Segment Open

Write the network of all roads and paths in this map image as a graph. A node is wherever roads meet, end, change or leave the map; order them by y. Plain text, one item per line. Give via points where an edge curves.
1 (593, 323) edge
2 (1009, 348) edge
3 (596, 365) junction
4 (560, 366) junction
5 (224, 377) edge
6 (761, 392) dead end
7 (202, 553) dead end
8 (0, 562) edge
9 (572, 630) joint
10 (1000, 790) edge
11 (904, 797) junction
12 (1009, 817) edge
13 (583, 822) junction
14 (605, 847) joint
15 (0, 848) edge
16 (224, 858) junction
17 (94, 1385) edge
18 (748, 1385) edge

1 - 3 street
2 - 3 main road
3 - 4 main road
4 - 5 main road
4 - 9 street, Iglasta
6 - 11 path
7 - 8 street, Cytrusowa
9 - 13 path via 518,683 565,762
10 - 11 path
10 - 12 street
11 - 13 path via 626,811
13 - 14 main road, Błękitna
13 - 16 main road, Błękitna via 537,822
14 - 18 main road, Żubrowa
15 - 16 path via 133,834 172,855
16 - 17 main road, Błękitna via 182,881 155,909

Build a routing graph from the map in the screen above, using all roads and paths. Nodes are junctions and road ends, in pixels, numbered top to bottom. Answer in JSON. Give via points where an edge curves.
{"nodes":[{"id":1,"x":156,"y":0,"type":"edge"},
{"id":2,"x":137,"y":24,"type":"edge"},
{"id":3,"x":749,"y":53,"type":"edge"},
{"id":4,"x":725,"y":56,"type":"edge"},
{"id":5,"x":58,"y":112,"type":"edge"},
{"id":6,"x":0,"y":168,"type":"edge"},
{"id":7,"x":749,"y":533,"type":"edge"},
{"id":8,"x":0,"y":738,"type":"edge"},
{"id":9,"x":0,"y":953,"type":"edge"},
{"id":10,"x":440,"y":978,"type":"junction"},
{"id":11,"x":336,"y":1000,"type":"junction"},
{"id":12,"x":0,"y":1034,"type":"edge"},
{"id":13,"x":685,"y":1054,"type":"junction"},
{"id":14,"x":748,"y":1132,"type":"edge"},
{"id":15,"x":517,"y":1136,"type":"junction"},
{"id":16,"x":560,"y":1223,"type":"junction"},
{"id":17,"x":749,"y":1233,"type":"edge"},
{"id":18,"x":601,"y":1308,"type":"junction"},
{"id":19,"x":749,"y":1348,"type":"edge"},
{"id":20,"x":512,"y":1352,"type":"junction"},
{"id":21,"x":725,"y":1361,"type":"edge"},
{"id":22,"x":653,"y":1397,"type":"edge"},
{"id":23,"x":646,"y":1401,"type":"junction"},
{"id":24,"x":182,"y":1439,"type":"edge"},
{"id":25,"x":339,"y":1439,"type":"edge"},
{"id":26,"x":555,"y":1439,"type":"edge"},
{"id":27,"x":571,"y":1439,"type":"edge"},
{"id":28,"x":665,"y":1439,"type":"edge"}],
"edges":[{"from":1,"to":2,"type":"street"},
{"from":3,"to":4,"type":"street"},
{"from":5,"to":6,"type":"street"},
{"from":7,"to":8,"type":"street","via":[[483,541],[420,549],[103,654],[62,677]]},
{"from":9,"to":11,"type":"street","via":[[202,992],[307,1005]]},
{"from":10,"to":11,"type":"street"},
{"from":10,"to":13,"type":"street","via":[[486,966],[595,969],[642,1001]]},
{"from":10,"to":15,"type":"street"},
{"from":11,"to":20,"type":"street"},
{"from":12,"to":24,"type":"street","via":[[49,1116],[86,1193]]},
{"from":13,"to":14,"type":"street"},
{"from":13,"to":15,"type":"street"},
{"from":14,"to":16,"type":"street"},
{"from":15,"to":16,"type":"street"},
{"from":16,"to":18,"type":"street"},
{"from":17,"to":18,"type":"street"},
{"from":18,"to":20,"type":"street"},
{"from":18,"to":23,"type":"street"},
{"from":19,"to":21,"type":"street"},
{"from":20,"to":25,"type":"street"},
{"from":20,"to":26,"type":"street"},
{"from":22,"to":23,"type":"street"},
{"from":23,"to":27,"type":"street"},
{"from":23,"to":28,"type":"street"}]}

Segment Closed

For every line above that includes the string "curves", copy the line.

Write the network of all roads and paths in this map image as a graph. A node is wherever roads meet, end, change or leave the map; order them by y. Plain text, one item per line. Give via points where an edge curves.
Build a routing graph from the map in the screen above, using all roads and paths. Nodes are junctions and road ends, in pixels, numbered top to bottom. Answer in JSON. Give via points where an edge curves.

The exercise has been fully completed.